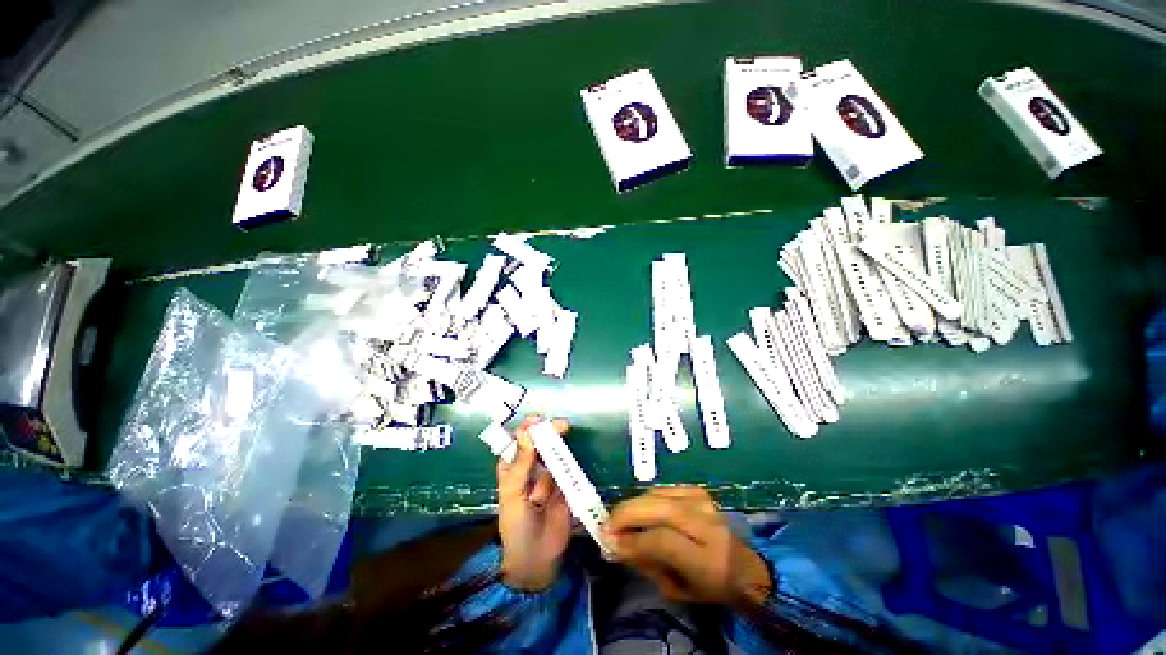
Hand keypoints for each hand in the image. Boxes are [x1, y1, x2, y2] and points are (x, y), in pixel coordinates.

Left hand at [496, 416, 572, 591]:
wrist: (536, 558)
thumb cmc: (516, 524)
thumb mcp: (513, 492)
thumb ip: (521, 462)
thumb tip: (527, 430)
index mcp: (513, 465)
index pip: (521, 438)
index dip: (529, 426)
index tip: (539, 419)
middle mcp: (532, 465)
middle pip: (542, 441)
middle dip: (551, 431)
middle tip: (563, 425)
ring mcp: (551, 473)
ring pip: (557, 452)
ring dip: (560, 448)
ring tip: (559, 454)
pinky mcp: (566, 483)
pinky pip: (570, 467)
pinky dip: (572, 462)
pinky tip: (573, 460)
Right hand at [604, 487, 772, 604]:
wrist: (742, 565)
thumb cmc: (708, 585)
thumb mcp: (676, 589)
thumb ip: (645, 563)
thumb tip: (614, 545)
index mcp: (707, 558)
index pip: (663, 541)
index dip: (633, 540)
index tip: (609, 543)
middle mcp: (706, 523)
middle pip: (658, 509)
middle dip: (626, 514)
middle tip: (606, 524)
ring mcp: (702, 501)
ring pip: (656, 495)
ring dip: (633, 505)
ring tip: (619, 519)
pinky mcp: (697, 490)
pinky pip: (661, 490)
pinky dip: (645, 499)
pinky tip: (639, 510)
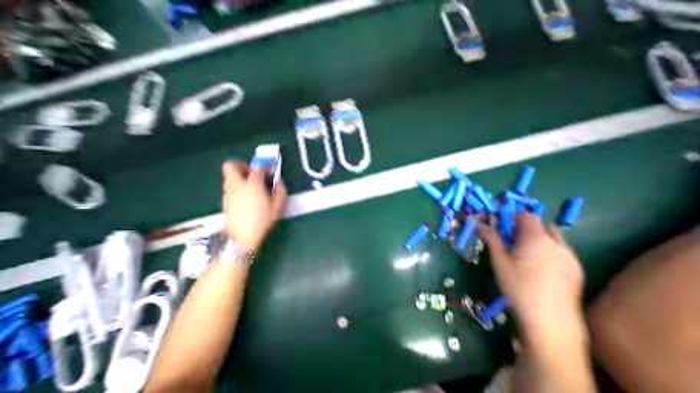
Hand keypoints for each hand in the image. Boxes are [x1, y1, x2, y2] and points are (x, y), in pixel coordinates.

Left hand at [219, 162, 282, 251]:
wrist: (241, 238)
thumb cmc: (262, 221)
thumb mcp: (277, 207)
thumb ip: (280, 191)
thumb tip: (278, 182)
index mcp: (253, 185)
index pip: (257, 167)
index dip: (265, 165)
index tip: (270, 170)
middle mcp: (237, 185)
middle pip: (231, 166)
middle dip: (243, 165)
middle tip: (254, 174)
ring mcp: (228, 193)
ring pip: (229, 176)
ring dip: (240, 177)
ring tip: (252, 187)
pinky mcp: (225, 201)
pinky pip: (230, 187)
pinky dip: (238, 187)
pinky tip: (247, 198)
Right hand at [482, 215, 585, 349]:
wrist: (551, 323)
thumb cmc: (518, 287)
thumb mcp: (499, 260)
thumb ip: (490, 238)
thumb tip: (476, 222)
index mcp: (537, 239)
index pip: (526, 215)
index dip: (511, 217)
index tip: (499, 228)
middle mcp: (557, 243)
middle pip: (539, 224)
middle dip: (522, 227)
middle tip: (508, 241)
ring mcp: (571, 257)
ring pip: (551, 237)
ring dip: (535, 237)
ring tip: (522, 253)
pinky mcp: (577, 270)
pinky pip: (560, 250)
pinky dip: (547, 249)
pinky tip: (538, 267)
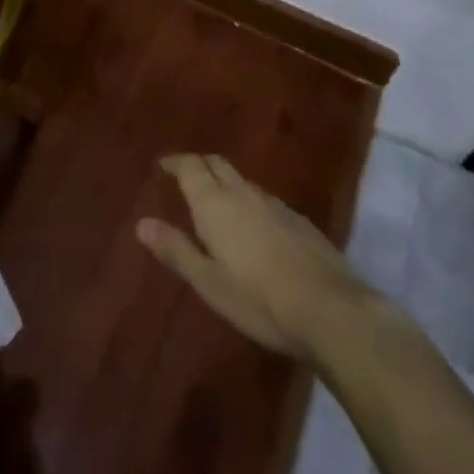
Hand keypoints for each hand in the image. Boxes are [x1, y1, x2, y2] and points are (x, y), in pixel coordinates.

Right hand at [137, 153, 374, 359]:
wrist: (331, 310)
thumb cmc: (259, 299)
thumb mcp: (209, 282)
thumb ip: (176, 250)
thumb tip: (142, 223)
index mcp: (215, 203)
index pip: (191, 167)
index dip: (175, 162)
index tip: (162, 165)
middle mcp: (243, 193)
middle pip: (217, 165)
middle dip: (199, 165)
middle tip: (186, 176)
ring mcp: (275, 205)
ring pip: (242, 182)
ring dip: (225, 184)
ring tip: (217, 203)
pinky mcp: (299, 221)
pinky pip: (264, 200)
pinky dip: (249, 203)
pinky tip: (254, 228)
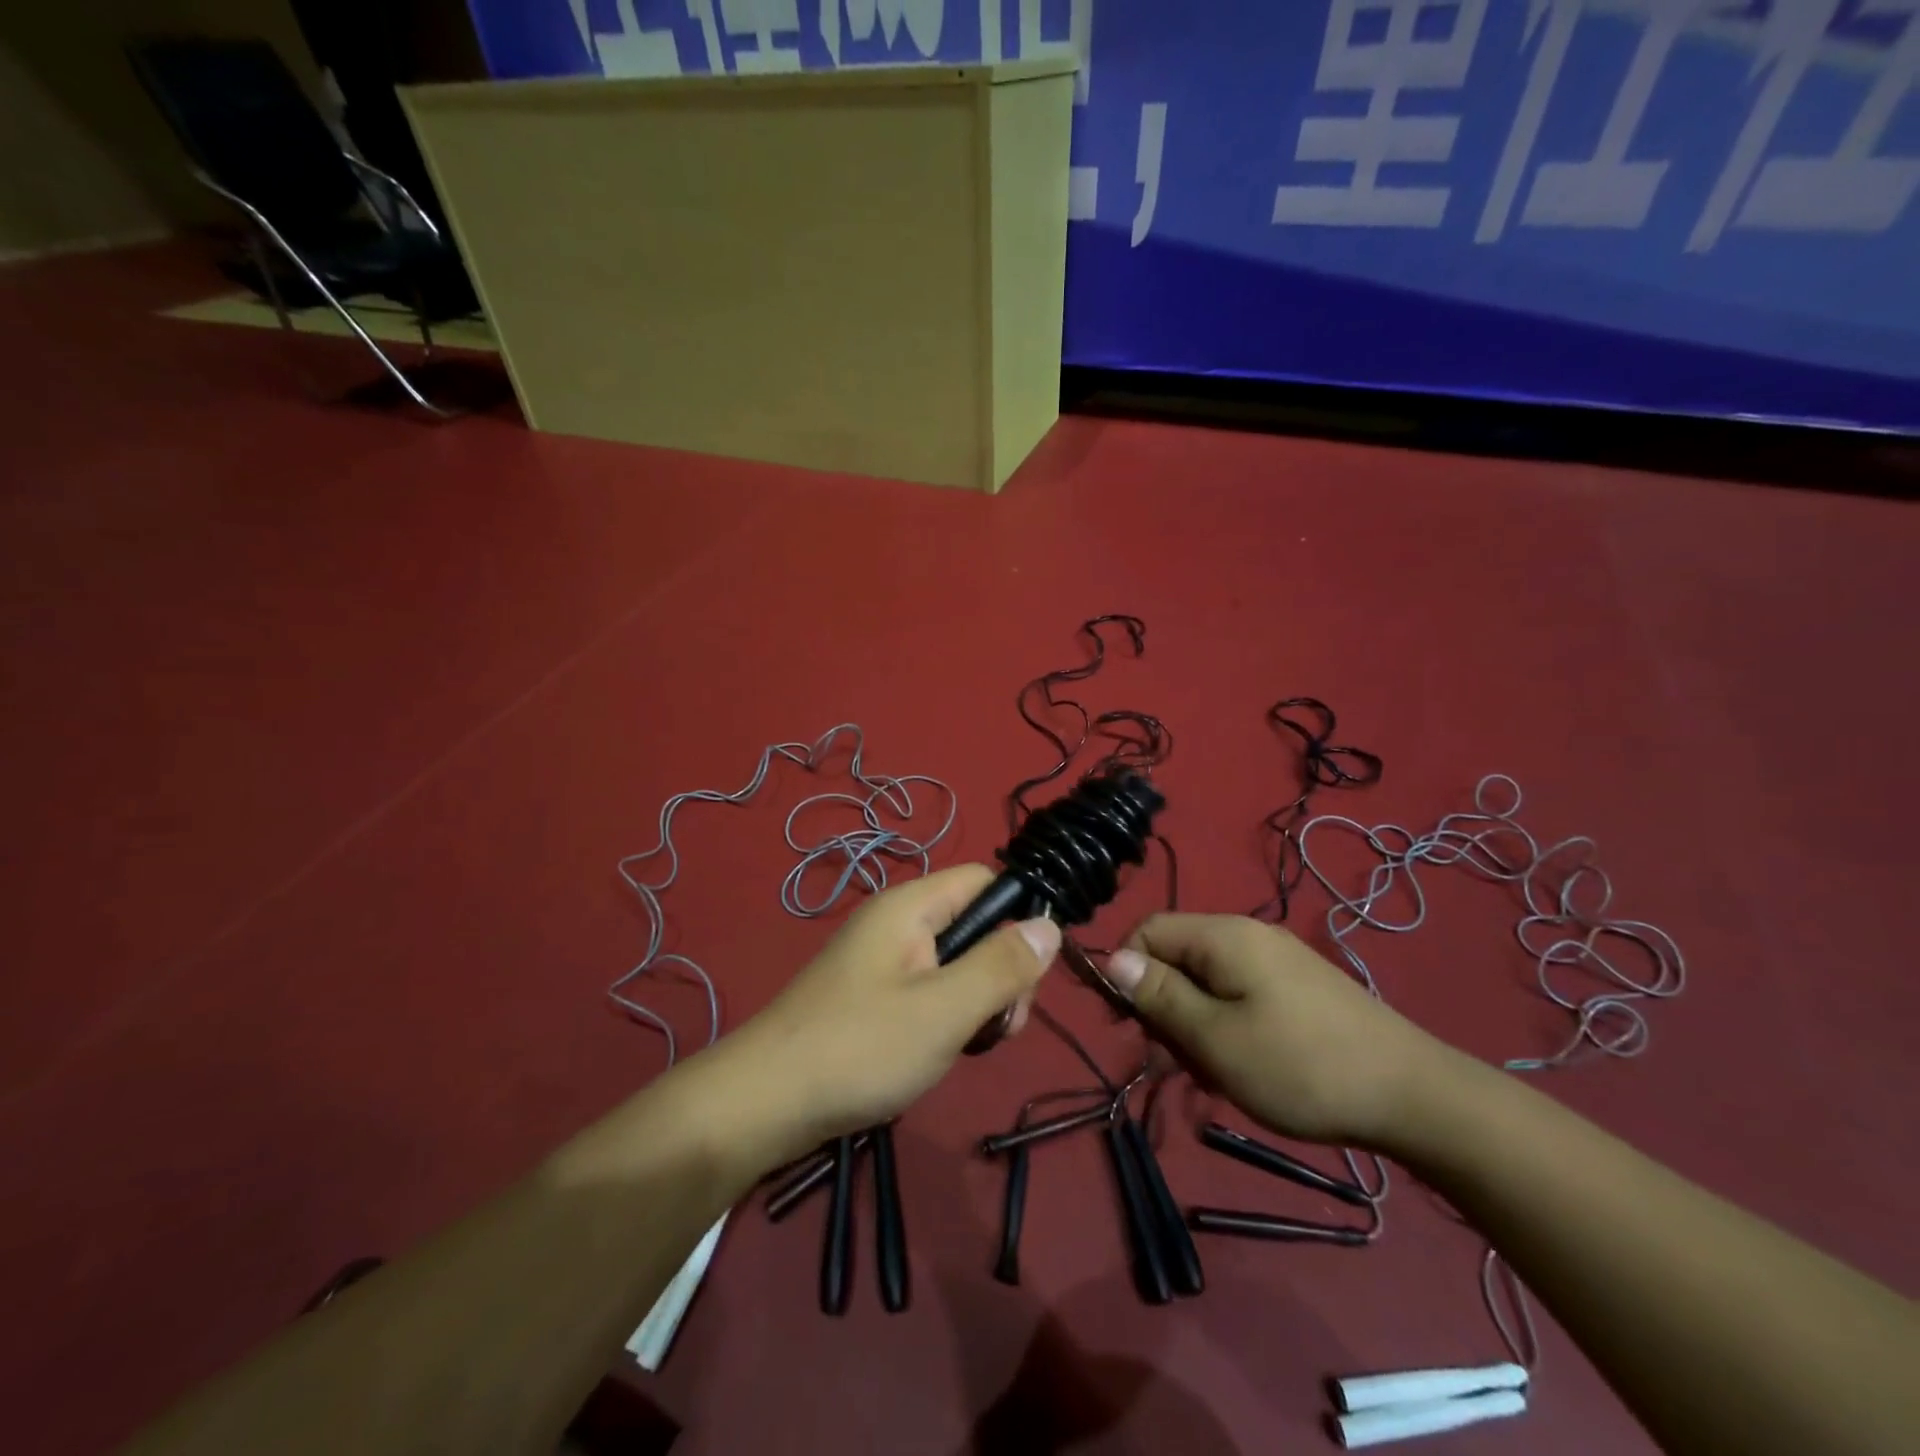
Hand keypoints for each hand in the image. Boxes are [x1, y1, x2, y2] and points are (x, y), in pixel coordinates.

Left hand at [721, 865, 1058, 1158]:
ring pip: (955, 964)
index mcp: (912, 906)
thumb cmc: (860, 1048)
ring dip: (975, 1002)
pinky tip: (939, 1054)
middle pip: (975, 925)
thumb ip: (1002, 967)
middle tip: (1000, 1028)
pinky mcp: (872, 994)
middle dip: (1000, 973)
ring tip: (968, 1047)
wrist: (765, 1102)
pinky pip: (928, 989)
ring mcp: (882, 959)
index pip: (986, 882)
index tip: (1028, 977)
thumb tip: (1050, 925)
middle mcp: (897, 922)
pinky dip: (946, 1018)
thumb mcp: (945, 1010)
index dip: (1018, 918)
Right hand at [1105, 913, 1450, 1148]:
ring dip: (1195, 1026)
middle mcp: (1248, 936)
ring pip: (1208, 983)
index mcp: (1224, 936)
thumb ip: (1159, 996)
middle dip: (1164, 1008)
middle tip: (1173, 1063)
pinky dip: (1227, 1029)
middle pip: (1177, 958)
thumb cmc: (1300, 1067)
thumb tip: (1112, 960)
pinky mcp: (1299, 988)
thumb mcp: (1214, 1038)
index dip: (1126, 971)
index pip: (1149, 931)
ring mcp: (1278, 961)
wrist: (1414, 1097)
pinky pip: (1240, 997)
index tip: (1127, 1026)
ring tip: (1211, 1077)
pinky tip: (1242, 1071)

----------------------------------------

**What you should do:** Search the material for "wrist" and copy each matching line.

**Solved problem:**
wrist: (536, 558)
wrist: (742, 565)
wrist: (241, 238)
wrist: (551, 323)
wrist: (331, 310)
wrist: (765, 1102)
wrist: (1414, 1097)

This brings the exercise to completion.